Aujourd’hui, en demandant un Picon-bière à Paris, on risque de recevoir des regards perplexes. Mais en traversant la France vers l’Est – Alsace, Lorraine, Franche-Comté, Bourgogne – là, c’est une autre histoire. Dans ces régions, le Picon-bière règne en maître absolu sur les comptoirs des bistrots.
C’est l’apéro social par excellence, celui qu’on commande sans réfléchir après le boulot, celui qui ponctue les parties de cartes interminables, celui qui accompagne les discussions de comptoir. À Strasbourg, Metz, Besançon ou Dijon, le Picon-bière, c’est presque une institution. On le boit debout au zinc, on le sirote en terrasse, on le partage entre amis avant de passer à table.
Ce qui est fascinant, c’est que cette boisson n’a jamais vraiment conquis le reste de la France. Le Picon-bière reste obstinément régional, comme le pastis est provençal ou le cidre normand. Cette identité territoriale forte en fait un marqueur culturel : boire un Picon-bière, c’est revendiquer son appartenance à l’Est, ou au moins y rendre hommage.

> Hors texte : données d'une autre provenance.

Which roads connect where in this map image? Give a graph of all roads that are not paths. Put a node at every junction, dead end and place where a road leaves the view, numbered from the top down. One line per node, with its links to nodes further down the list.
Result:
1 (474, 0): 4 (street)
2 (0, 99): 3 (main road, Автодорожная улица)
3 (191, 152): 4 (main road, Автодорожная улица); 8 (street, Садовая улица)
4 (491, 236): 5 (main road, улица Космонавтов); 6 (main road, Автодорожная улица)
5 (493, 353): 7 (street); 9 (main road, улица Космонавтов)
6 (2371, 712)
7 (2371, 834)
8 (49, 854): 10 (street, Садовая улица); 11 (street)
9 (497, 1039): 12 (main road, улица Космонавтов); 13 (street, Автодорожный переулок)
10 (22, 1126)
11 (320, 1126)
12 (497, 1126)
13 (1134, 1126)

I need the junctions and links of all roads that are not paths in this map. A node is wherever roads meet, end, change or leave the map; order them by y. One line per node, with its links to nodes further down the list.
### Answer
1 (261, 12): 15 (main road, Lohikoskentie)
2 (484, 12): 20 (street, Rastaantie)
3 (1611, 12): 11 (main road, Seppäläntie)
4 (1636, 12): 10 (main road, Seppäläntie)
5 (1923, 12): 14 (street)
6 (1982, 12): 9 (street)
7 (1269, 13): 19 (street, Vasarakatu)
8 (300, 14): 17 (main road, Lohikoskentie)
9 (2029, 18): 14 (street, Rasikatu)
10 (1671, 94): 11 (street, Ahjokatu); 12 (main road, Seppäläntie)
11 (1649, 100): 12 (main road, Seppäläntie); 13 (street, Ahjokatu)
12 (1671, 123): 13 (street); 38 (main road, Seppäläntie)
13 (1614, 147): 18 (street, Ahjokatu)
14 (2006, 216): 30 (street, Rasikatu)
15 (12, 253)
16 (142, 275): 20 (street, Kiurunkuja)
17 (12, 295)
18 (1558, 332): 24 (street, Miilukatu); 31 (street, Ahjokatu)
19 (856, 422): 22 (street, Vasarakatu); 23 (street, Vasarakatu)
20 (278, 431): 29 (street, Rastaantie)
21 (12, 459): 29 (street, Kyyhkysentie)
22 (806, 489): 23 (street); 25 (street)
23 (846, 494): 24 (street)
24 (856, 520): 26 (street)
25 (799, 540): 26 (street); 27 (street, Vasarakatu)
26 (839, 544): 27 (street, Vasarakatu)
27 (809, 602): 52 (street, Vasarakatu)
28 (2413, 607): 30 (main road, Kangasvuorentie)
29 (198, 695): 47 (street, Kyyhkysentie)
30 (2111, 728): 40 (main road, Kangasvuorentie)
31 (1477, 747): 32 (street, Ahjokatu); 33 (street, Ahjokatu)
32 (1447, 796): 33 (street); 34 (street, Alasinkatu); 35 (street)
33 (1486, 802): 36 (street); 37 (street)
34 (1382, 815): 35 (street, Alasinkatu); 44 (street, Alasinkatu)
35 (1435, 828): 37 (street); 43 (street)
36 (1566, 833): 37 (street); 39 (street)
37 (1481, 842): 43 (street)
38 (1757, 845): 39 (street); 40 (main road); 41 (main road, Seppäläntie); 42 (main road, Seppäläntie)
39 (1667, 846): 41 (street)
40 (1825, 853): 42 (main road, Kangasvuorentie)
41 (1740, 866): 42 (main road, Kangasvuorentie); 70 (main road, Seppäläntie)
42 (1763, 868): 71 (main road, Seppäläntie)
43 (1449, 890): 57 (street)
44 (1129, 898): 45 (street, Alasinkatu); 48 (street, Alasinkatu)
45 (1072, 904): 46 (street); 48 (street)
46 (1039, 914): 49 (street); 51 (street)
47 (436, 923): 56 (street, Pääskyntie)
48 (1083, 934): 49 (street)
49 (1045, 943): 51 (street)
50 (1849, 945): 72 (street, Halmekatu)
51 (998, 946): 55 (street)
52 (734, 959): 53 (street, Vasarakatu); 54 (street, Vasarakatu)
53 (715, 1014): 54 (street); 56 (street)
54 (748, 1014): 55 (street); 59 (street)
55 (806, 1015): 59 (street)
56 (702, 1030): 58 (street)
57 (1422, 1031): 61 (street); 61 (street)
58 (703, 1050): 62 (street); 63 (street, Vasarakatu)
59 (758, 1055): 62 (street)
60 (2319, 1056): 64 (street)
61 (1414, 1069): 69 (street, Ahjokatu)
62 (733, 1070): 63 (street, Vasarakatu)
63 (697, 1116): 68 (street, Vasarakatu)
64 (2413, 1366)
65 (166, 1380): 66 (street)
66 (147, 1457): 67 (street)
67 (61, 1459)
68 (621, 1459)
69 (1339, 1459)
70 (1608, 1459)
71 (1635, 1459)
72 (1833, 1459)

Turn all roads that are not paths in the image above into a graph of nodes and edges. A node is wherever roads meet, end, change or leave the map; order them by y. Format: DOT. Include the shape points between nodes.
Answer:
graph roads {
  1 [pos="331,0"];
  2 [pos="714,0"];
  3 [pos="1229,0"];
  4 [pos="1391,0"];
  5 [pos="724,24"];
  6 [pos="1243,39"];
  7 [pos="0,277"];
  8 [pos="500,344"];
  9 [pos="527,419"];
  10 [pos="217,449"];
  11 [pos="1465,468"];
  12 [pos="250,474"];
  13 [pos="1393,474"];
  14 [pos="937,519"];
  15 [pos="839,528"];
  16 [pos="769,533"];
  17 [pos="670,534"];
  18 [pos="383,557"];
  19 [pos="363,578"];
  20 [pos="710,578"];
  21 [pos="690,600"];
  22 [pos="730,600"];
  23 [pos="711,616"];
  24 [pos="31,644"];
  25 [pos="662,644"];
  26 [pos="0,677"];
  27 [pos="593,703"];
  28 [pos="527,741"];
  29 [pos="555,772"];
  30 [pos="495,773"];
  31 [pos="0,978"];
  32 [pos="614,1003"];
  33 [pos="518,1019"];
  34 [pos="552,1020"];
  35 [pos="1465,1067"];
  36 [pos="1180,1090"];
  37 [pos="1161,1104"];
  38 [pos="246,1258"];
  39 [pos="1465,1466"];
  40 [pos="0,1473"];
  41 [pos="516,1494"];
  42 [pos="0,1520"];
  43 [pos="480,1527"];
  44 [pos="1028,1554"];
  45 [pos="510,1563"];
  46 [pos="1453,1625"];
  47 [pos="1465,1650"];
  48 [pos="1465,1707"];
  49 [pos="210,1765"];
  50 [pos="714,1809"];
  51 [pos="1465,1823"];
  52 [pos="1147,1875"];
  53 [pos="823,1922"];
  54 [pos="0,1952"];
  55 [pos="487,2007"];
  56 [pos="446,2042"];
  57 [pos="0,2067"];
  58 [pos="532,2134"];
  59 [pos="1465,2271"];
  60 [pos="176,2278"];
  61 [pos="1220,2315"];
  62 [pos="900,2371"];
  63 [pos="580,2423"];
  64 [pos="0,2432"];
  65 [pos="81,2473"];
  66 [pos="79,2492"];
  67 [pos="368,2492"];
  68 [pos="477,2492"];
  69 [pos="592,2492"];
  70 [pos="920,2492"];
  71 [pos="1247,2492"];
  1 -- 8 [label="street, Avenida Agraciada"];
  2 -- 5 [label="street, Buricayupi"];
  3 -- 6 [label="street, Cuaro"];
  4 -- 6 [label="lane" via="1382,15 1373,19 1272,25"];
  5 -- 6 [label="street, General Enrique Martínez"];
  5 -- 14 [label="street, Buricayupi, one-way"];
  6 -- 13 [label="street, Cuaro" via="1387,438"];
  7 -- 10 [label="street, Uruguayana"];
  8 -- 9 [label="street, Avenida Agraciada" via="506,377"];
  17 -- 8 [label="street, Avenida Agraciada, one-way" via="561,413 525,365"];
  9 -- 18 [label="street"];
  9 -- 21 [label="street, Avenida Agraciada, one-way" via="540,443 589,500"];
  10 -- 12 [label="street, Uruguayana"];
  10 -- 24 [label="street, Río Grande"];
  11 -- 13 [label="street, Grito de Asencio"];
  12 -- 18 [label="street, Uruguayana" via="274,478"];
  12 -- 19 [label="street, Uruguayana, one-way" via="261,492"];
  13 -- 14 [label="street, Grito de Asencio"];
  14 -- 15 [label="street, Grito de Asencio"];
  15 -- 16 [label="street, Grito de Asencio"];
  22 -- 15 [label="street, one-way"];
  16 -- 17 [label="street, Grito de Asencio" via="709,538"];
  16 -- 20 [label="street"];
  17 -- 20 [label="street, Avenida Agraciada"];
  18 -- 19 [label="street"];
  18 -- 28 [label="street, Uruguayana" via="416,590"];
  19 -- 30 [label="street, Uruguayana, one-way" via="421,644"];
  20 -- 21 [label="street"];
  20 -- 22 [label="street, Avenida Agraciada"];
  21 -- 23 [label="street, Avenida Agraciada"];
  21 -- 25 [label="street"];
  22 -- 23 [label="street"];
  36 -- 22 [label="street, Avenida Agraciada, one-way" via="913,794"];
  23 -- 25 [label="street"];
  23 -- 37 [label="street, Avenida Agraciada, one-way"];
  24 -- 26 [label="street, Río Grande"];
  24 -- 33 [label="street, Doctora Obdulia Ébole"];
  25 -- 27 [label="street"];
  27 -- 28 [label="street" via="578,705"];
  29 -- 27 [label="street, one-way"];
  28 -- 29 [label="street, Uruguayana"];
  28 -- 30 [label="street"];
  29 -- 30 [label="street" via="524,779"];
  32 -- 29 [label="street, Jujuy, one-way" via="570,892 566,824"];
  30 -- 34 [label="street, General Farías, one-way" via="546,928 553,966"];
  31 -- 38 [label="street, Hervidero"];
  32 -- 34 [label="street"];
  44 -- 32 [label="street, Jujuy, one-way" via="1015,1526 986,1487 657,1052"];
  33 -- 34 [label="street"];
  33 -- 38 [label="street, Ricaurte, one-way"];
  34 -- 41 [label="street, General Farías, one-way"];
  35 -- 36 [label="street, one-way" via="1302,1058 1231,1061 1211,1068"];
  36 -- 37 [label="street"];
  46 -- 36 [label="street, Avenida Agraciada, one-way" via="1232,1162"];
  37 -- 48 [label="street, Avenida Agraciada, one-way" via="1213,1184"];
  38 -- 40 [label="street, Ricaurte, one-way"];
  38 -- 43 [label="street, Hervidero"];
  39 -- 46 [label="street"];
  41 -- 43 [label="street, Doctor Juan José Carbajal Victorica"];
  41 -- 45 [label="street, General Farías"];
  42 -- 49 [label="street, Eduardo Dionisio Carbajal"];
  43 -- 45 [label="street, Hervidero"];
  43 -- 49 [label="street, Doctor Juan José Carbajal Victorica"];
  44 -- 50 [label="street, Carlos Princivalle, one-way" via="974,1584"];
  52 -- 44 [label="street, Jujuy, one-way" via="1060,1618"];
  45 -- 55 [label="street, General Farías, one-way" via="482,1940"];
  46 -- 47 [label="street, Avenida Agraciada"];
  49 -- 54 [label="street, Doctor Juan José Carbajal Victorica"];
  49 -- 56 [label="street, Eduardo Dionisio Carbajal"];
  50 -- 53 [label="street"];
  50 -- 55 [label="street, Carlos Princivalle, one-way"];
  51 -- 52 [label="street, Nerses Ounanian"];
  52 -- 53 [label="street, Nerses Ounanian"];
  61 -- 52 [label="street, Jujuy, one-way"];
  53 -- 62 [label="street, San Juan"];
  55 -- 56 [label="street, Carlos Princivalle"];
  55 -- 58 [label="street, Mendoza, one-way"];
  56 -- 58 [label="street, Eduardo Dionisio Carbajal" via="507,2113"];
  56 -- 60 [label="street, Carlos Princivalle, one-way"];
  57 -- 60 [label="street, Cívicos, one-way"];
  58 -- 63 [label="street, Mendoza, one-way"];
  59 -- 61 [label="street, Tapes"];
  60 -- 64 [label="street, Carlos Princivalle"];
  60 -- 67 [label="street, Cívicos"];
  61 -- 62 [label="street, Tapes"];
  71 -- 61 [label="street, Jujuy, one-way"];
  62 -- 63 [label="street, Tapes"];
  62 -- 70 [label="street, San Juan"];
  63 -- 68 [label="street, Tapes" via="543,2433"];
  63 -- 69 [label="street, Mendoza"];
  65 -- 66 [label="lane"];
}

La géographie du Picon-bière dessine une carte de France bien particulière. Si le Picon est né à Marseille et reste présent dans le Sud (où on le boit plutôt avec de la limonade, en « Picon-citron »), c’est vraiment l’axe Est qui en a fait sa boisson fétiche.
L’Alsace est probablement l’épicentre du phénomène. Dans les winstubs de Strasbourg comme dans les petits villages viticoles, le Picon-bière coule à flots. La Lorraine n’est pas en reste, tout comme la Franche-Comté où certains bars affichent fièrement des statistiques ahurissantes : plusieurs centaines de Picon-bière servis chaque semaine.
Fait amusant : en traversant la frontière vers la Suisse ou l’Allemagne, le Picon-bière disparaît quasiment du paysage. C’est une spécialité bien française, et même bien est-française, qui ne s’exporte pas.
Au moins 150 millions de Picon-bière bus chaque année
Quoi qu’il en soit, en 2016 (derniers chiffres en date trouvés), la vente de Picon en France s’élevait à 4,6 millions de litres, dont près de 70% dans les régions Nord-Est (plus de 3,2 millions de litres). Le reste du pays (environ 1,4 million de litres) se partage les 30% restants. Au total cela représente environ 153 millions de Picon-bière potentiellement servis chaque année en France !
Penchons nous sur le côté gustatif. Il faut savoir que le Picon-bière joue sur un équilibre délicat. Le Picon apporte son amertume caractéristique, ses notes d’orange confite et de gentiane, avec une pointe de caramel qui adoucit l’ensemble. Mélangé à une bière blonde – généralement une pils bien fraîche – il crée une boisson rafraîchissante et complexe.
Ce n’est ni trop sucré ni trop amer, ni trop fort ni trop léger. C’est cette position intermédiaire qui en fait un apéritif parfait : il ouvre l’appétit sans l’anesthésier, il désaltère sans remplir, il titille les papilles sans les agresser.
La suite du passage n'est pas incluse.